Figure 22–39 Neural stem cells. Shown
are the steps leading from fetal brain tissue,
via neurospheres (A), to a pure culture of
neural stem cells (B). These stem cells can
be kept proliferating as such indefinitely,
or, through a change of medium, can be
caused to differentiate (C) into neurons
(red) and glial cells (green). Neural stem
cells with the same properties can also be
derived, via a similar series of steps, from
embryonic stem (ES) or induced pluripotent
stem (iPS) cells (discussed later in this
chapter). (Micrographs from L. Conti et al.,
PLoS Biol. 3:1594–1606, 2005.)
Cell Reprogramming and Pluripotent
Stem Cells
When cells are transplanted from one site in the mammalian body to another or
are removed from the body and maintained in culture, they remain largely faithful
to their origins. Each type of specialized cell has a memory of its developmental
history and seems fixed in its specialized fate. Some limited transformations can
certainly occur, as we saw in our account of the connective-tissue cell family, and
some stem cells can generate a variety of differentiated cell types, but the possibilities
are restricted. Each type of stem cell serves for the renewal of one particular
type of tissue, and the whole pattern of self-renewing and differentiated cells in
the adult body is amazingly stable.
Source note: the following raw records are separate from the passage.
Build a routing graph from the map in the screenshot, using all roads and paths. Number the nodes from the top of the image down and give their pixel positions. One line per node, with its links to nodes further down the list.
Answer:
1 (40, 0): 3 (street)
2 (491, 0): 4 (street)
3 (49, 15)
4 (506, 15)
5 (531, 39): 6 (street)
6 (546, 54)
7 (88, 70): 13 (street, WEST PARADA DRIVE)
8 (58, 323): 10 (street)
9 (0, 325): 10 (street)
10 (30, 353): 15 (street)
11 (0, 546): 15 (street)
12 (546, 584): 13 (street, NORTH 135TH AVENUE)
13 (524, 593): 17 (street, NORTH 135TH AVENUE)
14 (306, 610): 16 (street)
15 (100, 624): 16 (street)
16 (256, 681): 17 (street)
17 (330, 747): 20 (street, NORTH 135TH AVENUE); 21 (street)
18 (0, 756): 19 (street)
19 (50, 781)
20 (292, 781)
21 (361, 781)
What, at a fundamental molecular level, is the
nature of these stable differences between cell types? Is there any way to override
the cell memory mechanisms and force a switch from one state to another that is
radically different?
We have already discussed these fundamental questions from a general standpoint
in Chapter 7. Here we consider them more closely in the context of stem-cell
biology, where there has been a recent revolution in our understanding and in
our ability to manipulate states of cell differentiation. With further research, these
advances would seem to have important practical consequences.